2

I am working on a Happy parser for a language with the following types, and many more.

type :: { ... }
type :
    'void'                { ... }
  | type '*'              { ... } {- pointer    -}
  | type '(' types ')'    { ... } {- function   -}
  | ...                           {- many more! -}

types :: { ... }
    {- empty -}           { ... }
  | types ',' type        { ... }

The language has apparently ambiguous syntax for calls.

callable :: { ... }
callable :
    type                   operand    { ... }    {- return type -}
  | type '(' types ')' '*' operand    { ... }    {- return and argument types -}

The second rule does not have the same meaning as the first when type takes on the type of a function pointer.

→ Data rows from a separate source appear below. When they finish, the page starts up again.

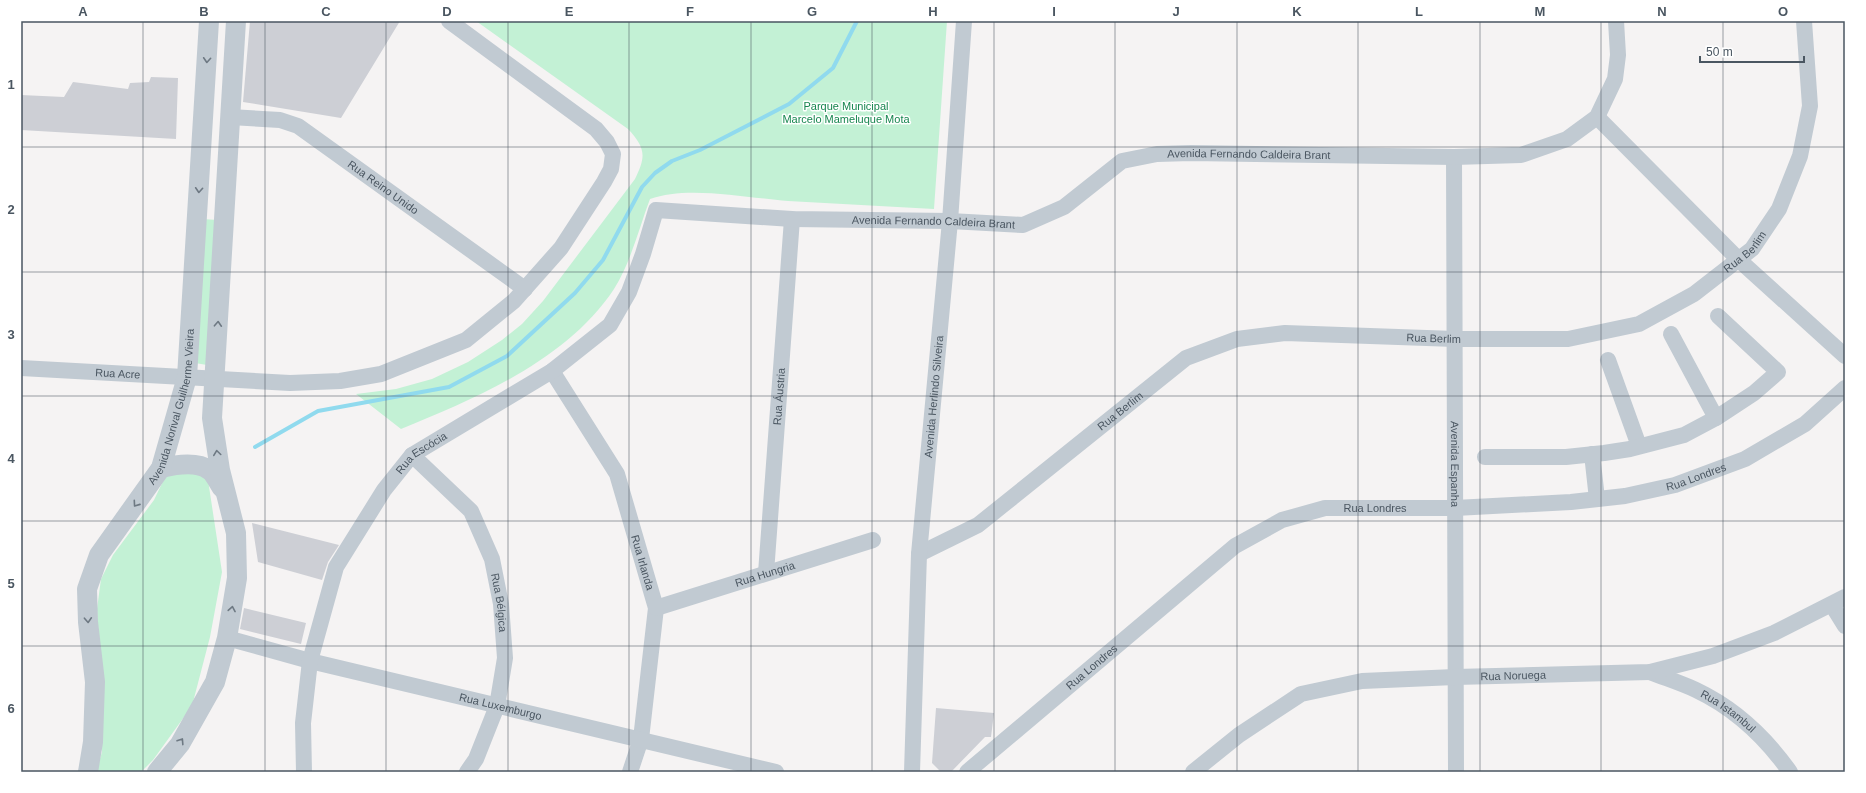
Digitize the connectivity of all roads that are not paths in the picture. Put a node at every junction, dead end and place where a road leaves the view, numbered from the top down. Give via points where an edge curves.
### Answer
1 (209, 21) edge
2 (236, 21) edge
3 (449, 21) edge
4 (964, 21) edge
5 (1616, 21) edge
6 (1804, 21) edge
7 (230, 117) junction
8 (1597, 117) junction
9 (1454, 157) junction
10 (656, 210) joint
11 (792, 219) junction
12 (950, 221) junction
13 (1739, 260) junction
14 (525, 289) junction
15 (1718, 316) dead end
16 (1671, 334) dead end
17 (1455, 339) junction
18 (1845, 356) edge
19 (1608, 360) dead end
20 (21, 368) edge
21 (552, 371) junction
22 (187, 377) junction
23 (214, 380) junction
24 (1845, 388) edge
25 (1716, 418) junction
26 (1639, 446) junction
27 (1592, 454) junction
28 (412, 455) junction
29 (1485, 457) dead end
30 (161, 468) junction
31 (225, 493) junction
32 (1597, 499) junction
33 (1455, 508) junction
34 (873, 540) dead end
35 (919, 554) junction
36 (766, 573) junction
37 (1839, 601) edge
38 (656, 608) junction
39 (1845, 626) edge
40 (227, 638) junction
41 (310, 661) junction
42 (1650, 672) junction
43 (1455, 676) junction
44 (497, 706) junction
45 (641, 739) junction
46 (758, 770) edge
47 (88, 772) edge
48 (157, 772) edge
49 (304, 772) edge
50 (467, 772) edge
51 (630, 772) edge
52 (776, 772) edge
53 (912, 772) edge
54 (966, 772) edge
55 (1193, 772) edge
56 (1456, 772) edge
57 (1790, 772) edge

1 -> 22 street, Avenida Norival Guilherme Vieira
2 - 7 street
3 - 14 street, Rua Acre via 596,129 613,154 611,168 604,182 561,248
4 - 12 street, Avenida Herlindo Silveira
5 - 8 street via 1618,55 1615,79
6 - 13 street, Rua Berlim via 1810,106 1800,156 1779,209 1752,249
7 - 14 street, Rua Reino Unido via 280,120 298,126
23 -> 7 street
8 - 9 street, Avenida Fernando Caldeira Brant via 1567,139 1521,155
8 - 13 street
9 - 12 street, Avenida Fernando Caldeira Brant via 1157,154 1122,161 1064,207 1023,225
9 - 17 street, Avenida Espanha
10 - 11 street, Avenida Fernando Caldeira Brant
10 - 21 street, Rua Escócia via 629,292 610,325
11 - 12 street, Avenida Fernando Caldeira Brant
11 - 36 street, Rua Áustria
12 - 35 street, Avenida Herlindo Silveira
13 - 17 street, Rua Berlim via 1694,294 1639,324 1568,339
13 - 18 street
14 - 23 street, Rua Acre via 466,340 381,374 340,381 290,383
15 - 25 street via 1778,372 1754,393
16 - 25 street
17 - 33 street, Avenida Espanha
17 - 35 street, Rua Berlim via 1285,332 1237,339 1186,358 978,525
19 - 26 street
20 - 22 street, Rua Acre
21 - 28 street, Rua Escócia
21 - 38 street, Rua Irlanda via 617,474
22 - 23 street, Rua Acre
22 - 30 street, Avenida Norival Guilherme Vieira
31 -> 23 street via 212,418
24 - 32 street, Rua Londres via 1805,424 1745,459 1676,485
25 - 26 street via 1684,435
26 - 27 street
27 - 29 street via 1566,457
27 - 32 street
28 - 41 street, Rua Escócia via 384,490 336,567
28 - 44 street, Rua Bélgica via 471,511 492,559 501,604 505,658
30 - 31 street via 177,464 208,469
30 -> 47 street, Avenida Norival Guilherme Vieira via 99,554 87,589 95,682 93,742
40 -> 31 street via 237,578 236,533
32 - 33 street, Rua Londres
33 - 43 street, Avenida Espanha
33 - 54 street, Rua Londres via 1325,508 1282,520 1235,546
34 - 36 street, Rua Hungria
35 - 53 street, Avenida Herlindo Silveira
36 - 38 street, Rua Hungria
37 - 39 street
37 - 42 street, Rua Noruega via 1774,633 1720,653
38 - 45 street, Rua Irlanda
40 - 41 street, Rua Luxemburgo
48 -> 40 street via 180,744 216,682
41 - 44 street, Rua Luxemburgo
41 - 49 street, Rua Escócia via 303,723
42 - 43 street, Rua Noruega
42 - 57 street, Rua Istambul via 1696,690 1739,716 1775,750
43 - 55 street, Rua Noruega via 1362,681 1301,694 1239,735
43 - 56 street, Avenida Espanha
44 - 45 street, Rua Luxemburgo
44 - 50 street, Rua Bélgica via 476,759
45 - 46 street, Rua Luxemburgo
45 - 51 street, Rua Irlanda
46 - 52 street, Rua Luxemburgo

The ambiguity can be removed by adding a special rule for a type that isn't a function pointer. Barring doing so and duplicating all of the type definitions to produce something like

callable :: { ... }
callable :
    typeThatIsNotAFunctionPointer operand    { ... }
  | type '(' types ')' '*'        operand    { ... }

How can I specify that the alternative type operand is only legal when the type '(' types ')' '*' operand alternative fails?

There are many questions on stack overflow about why a grammar has ambiguities (I found at least 7), and some about how to remove an ambiguity, but none about how to specify how to resolve an ambiguity.

Undesirable Solution

I'm aware that I can refactor the grammar for types to a giant convoluted mess.

neverConstrainedType :: { ... }
neverConstrainedType :
    'int'                 { ... }
  | ...                   {- many more! -}

voidType :: { ... }
voidType :
    'void'

pointerType :: { ... }
pointerType :
    type '*'              { ... } {- pointer    -}

functionType :: { ... }
    type '(' types ')'    { ... } {- function    -}

type :: { ... }
type :
    neverConstrainedType  { ... }
  | voidType              { ... }
  | pointerType           { ... }
  | functionType          { ... }

typeNonVoid :: { ... }    {- this already exists -}
typeNonVoid : 
    neverConstrainedType  { ... }
  | pointerType           { ... }
  | functionType          { ... }

typeNonPointer :: { ... }
typeNonPointer :
    neverConstrainedType  { ... }
  | voidType              { ... }
  | functionType          { ... }

typeNonFunction :: { ... }
typeNonFunction :
    neverConstrainedType  { ... }
  | voidType              { ... }
  | functionType          { ... }

typeNonFunctionPointer :: { ... }
typeNonFunctionPointer :
    typeNonPointer        { ... }
  | typeNonFunction '*'   { ... }

And then define callable as

callable :: { ... }
callable :
    typeNonFunctionPointer                    operand    { ... }
  | type                   '(' types ')' '*'  operand    { ... }
Cirdec
  • 24,019
  • 2
  • 50
  • 100
  • what can operand look like? – ErikR Jan 14 '15 at 19:19
  • also, this is not material to your question, but I'm curious about your definition of types. A list of types appears to begin with a comma - is that right? – ErikR Jan 14 '15 at 19:22
  • @user5402 Neither of those details matters. It should be sufficient to know that `types` is always exactly the same everywhere it appears as is `operand`. In reality `types` is defined so that it can't begin with a `,`. It's essentially `types' : type | types' ',' type` and `types : {- empty -} | types'`. – Cirdec Jan 14 '15 at 19:40

1 Answers1

2

Basically you have what's called a shift/reduce conflict. You can google "resolve shift/reduce conflict" for more info and resources.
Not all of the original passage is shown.